What about the other seven “latter-day supposed experts”? Glad you asked. Here’s where you could really drive the point home. Hurst got his Ph.D. in chemistry from Cambridge and has been investigating fires since 1994; Carpenter has been a fire-protection engineer and investigator since 1996; Churchward is a fire investigator who has worked as a deputy, firefighter, and insurance-company investigator since 1972; Lentini has been a certified fire investigator and chemist since 1978; Smith, a former detective, has been a certified fire investigator since 1971; DeHaan, Ph.D., has been an arson criminologist since 1987 and an independent forensic consultant since 1998; and Ryland is a Louisiana fire chief and former college professor.

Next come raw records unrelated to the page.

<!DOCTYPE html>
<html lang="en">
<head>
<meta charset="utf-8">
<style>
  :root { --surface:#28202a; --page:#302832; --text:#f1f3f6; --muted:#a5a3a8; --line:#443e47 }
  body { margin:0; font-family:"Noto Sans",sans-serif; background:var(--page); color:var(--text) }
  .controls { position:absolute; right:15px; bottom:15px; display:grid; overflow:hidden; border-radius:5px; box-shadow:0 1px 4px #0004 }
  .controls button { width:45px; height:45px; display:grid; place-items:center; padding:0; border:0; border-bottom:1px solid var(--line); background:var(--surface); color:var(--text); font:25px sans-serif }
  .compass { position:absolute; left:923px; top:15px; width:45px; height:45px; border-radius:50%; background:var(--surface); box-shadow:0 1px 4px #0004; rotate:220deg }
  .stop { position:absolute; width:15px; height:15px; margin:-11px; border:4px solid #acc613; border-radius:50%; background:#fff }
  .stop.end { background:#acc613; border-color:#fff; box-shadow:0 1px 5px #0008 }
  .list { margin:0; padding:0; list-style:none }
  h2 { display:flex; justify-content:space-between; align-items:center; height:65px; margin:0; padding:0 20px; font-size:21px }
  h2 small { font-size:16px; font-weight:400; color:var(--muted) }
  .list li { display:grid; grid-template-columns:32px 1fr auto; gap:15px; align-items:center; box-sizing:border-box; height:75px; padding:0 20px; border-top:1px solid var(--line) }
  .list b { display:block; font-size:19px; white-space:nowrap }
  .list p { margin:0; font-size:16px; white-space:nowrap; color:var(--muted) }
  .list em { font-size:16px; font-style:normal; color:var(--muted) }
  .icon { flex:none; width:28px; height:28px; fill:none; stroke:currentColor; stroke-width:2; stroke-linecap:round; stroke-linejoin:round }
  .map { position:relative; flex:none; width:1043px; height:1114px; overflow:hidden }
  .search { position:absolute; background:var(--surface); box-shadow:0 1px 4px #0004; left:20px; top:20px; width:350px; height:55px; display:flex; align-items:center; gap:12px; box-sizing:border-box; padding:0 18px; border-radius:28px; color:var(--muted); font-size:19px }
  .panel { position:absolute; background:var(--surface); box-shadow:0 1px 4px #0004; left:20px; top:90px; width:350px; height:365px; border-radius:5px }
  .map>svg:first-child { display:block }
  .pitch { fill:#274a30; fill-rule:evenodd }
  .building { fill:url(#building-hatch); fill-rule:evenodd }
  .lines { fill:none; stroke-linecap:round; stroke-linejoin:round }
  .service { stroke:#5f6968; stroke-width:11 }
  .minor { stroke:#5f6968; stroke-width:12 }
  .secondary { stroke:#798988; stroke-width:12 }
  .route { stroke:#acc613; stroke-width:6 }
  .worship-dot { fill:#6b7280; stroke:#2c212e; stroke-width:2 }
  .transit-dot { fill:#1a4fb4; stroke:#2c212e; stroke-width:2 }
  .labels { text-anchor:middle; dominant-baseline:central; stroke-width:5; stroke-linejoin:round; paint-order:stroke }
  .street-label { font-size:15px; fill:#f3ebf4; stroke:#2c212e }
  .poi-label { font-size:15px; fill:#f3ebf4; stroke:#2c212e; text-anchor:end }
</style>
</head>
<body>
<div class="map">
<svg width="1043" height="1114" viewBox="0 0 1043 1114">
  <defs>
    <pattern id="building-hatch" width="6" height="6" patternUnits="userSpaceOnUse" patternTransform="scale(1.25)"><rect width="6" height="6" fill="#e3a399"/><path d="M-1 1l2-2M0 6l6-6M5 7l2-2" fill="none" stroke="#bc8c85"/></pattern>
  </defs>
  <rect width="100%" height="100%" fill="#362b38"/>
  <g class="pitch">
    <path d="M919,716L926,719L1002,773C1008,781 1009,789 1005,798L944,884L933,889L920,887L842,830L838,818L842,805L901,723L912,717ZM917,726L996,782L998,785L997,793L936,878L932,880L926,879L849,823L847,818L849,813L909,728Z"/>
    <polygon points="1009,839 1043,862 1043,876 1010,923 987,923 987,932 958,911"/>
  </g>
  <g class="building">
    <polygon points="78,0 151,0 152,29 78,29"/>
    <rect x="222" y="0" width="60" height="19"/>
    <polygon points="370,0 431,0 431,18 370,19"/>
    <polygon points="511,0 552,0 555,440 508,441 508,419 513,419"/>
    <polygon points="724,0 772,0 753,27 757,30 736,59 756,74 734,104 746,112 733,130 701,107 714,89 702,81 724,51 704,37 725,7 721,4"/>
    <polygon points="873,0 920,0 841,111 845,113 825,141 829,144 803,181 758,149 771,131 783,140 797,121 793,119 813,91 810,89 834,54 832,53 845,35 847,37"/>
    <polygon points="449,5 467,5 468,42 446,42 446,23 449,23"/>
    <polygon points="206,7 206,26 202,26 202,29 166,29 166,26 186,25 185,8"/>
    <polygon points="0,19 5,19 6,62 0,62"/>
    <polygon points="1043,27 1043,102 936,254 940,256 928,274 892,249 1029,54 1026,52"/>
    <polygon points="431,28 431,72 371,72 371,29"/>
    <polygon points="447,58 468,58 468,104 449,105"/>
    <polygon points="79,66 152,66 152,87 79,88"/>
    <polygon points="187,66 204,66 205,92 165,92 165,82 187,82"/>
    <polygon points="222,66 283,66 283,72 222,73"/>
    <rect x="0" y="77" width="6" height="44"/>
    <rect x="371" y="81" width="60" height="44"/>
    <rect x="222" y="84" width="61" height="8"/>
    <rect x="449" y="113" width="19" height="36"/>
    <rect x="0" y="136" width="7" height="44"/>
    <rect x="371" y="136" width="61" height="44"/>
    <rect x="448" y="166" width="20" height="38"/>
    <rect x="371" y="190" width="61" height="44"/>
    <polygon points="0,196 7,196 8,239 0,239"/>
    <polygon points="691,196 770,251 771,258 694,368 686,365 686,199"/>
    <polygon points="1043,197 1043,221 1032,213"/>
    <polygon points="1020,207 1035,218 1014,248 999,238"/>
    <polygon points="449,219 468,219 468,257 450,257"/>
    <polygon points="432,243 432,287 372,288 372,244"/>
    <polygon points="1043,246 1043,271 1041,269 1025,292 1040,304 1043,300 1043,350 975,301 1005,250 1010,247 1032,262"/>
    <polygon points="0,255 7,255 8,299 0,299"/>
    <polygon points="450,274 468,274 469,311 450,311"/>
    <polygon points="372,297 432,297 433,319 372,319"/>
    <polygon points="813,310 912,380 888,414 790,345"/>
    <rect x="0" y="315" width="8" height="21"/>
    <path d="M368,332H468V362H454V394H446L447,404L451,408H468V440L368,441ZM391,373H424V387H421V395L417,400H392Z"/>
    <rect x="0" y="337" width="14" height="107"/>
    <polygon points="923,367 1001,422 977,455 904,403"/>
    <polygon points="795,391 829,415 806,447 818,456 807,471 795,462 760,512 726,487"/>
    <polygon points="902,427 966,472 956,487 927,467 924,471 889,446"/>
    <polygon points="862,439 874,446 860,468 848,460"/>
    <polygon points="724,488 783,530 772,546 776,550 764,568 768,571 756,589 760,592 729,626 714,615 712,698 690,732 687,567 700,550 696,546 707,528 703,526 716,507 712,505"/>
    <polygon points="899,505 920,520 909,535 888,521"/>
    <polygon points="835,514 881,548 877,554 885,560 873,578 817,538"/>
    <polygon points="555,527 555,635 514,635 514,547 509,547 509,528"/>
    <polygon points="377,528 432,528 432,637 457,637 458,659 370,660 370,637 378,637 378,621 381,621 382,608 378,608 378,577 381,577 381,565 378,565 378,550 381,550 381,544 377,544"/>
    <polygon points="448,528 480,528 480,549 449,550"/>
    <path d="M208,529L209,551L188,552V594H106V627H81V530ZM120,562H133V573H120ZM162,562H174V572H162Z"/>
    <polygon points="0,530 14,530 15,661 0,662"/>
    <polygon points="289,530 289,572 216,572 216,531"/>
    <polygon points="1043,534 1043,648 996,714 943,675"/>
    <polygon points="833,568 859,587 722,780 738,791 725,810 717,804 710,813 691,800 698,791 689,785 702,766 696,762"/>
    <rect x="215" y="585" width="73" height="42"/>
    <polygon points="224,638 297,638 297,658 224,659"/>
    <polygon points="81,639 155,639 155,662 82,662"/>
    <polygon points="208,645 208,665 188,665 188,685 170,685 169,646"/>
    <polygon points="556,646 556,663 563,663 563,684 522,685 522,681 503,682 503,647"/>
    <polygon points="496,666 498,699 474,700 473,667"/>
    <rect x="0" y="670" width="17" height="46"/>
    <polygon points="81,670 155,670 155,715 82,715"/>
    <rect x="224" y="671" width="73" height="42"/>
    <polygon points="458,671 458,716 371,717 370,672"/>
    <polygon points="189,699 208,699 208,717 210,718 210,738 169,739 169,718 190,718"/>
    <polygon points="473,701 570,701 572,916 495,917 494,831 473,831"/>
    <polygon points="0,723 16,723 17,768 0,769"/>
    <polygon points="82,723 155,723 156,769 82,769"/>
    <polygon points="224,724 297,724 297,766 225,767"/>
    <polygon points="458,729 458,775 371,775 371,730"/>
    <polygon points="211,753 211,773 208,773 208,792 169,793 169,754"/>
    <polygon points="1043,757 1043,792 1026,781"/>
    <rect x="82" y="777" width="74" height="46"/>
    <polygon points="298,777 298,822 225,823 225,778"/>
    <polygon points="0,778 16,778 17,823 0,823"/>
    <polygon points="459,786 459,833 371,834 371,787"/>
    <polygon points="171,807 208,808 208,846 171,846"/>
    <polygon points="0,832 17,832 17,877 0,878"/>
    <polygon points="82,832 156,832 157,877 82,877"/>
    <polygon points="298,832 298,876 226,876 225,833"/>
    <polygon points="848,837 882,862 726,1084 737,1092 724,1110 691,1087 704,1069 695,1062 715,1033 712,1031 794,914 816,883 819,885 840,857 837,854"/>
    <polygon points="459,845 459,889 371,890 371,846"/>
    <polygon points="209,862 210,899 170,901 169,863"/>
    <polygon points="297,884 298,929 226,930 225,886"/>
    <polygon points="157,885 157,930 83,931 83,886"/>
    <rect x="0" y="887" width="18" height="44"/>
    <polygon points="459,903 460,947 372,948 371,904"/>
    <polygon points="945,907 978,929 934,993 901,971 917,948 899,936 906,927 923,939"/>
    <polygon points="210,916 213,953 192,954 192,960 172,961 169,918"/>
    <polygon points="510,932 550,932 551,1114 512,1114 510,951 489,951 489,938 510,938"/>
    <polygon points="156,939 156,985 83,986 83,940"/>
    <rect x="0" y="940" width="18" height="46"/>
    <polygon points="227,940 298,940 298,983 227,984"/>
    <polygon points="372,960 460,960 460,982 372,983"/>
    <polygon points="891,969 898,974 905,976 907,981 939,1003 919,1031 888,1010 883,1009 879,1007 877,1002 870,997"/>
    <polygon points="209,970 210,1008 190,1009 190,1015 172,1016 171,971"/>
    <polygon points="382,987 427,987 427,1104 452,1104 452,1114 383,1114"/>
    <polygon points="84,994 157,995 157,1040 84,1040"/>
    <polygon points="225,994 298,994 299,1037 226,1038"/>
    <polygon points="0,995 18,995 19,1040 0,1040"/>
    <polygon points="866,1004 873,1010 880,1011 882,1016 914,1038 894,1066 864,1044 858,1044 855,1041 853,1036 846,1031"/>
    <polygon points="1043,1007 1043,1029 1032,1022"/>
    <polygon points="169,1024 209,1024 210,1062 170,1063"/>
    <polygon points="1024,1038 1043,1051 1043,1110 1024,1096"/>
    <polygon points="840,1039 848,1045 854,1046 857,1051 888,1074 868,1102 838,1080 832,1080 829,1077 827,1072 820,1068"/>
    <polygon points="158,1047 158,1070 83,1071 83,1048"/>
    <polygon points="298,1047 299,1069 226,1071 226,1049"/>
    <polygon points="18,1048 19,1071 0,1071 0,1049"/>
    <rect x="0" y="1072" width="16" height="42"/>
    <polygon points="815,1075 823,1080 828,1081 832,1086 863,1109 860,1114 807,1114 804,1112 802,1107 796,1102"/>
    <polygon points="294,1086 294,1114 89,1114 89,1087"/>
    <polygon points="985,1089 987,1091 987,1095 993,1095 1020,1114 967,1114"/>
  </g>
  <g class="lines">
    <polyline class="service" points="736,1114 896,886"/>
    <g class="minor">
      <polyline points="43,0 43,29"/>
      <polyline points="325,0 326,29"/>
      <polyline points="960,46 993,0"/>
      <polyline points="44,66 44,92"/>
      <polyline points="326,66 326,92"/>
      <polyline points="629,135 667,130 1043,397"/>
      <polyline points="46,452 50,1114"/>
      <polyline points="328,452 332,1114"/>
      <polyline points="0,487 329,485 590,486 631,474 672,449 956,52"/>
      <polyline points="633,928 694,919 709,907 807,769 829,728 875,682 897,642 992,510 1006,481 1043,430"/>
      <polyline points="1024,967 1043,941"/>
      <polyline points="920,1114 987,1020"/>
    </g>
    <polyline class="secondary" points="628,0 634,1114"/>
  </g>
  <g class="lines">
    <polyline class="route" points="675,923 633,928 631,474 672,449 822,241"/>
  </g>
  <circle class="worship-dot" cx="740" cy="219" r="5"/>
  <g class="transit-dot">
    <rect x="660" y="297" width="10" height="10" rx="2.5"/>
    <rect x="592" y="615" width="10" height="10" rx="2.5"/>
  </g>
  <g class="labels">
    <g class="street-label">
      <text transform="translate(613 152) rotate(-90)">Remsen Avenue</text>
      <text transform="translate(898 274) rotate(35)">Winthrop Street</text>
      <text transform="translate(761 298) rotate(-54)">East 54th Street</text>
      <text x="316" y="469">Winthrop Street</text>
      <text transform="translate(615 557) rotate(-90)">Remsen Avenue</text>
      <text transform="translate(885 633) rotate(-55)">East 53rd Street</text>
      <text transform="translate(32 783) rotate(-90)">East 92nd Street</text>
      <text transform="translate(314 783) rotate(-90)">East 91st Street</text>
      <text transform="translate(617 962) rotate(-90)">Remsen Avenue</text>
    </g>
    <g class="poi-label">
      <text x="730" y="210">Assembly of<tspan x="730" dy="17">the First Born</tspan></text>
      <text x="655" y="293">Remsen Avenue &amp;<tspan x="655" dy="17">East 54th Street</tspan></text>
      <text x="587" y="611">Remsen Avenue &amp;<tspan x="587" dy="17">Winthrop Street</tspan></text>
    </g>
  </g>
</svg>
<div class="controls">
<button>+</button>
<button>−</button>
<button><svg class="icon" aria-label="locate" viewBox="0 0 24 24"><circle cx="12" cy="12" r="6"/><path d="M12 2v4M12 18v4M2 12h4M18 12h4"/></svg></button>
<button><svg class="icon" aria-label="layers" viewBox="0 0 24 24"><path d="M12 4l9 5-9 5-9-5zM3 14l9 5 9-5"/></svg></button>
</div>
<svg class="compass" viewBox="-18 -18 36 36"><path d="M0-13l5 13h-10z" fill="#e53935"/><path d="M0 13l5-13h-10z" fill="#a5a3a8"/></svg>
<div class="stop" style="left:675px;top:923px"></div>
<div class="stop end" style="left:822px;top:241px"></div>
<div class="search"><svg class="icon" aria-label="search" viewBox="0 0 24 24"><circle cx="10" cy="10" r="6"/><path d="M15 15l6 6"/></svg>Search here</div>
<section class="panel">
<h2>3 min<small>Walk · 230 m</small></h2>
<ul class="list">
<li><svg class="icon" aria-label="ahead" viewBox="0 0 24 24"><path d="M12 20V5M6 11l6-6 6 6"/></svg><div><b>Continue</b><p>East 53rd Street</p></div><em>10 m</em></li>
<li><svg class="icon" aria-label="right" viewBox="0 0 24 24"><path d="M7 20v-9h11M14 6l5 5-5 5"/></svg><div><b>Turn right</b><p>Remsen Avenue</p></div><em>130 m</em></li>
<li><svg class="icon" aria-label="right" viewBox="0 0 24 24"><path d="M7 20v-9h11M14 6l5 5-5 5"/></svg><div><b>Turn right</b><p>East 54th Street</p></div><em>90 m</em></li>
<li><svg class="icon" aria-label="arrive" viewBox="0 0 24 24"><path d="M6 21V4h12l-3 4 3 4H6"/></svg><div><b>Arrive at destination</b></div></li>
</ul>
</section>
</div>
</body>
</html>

So that’s your first line of attack, Senator, and I could see it being a real doozy if you play it right. But yesterday it got even better. You don’t get handed an opportunity like this every day: Two days before the FSC was to hear Beyler himself testify about his report—a report the commission paid for—Perry fired three of the nine members, including its chair, Sam Bassett, who had been on it since it began. (He also canned Alan Levy, an assistant district attorney in Tarrant County, and Aliece Watts, who worked in a forensic lab in Euless.) Their terms had expired on September 1, but Perry could have given them their pink slips any time over the previous month.

The stinkiest part of it all? Perry replaced Bassett with John Bradley, the super-prosecutor from Williamson County, whom Perry himself appointed to his post back in 2001 (he’s been elected several times since). Bradley is known as one of the state’s toughest prosecutors—in August his office charged a man who had accidentally killed his toddler by leaving him in a parked car; the aggrieved father could get a sentence of twenty years. And Bradley’s first act as head of the FSC? Why, it was to cancel Friday’s meeting, saying he needed to catch up on the case.

Let’s review: The governor appointed a previous political appointee of his to head a commission that was looking into whether the governor himself had overseen the execution of an innocent man, and the appointee canceled a meeting where it was to hear testimony from an expert who would have said that, yes, the executed man had committed no crime. Again, you don’t have to be against the death penalty to think that something is terribly wrong here. Unless you’re Rick Perry. Which you’re not. Right?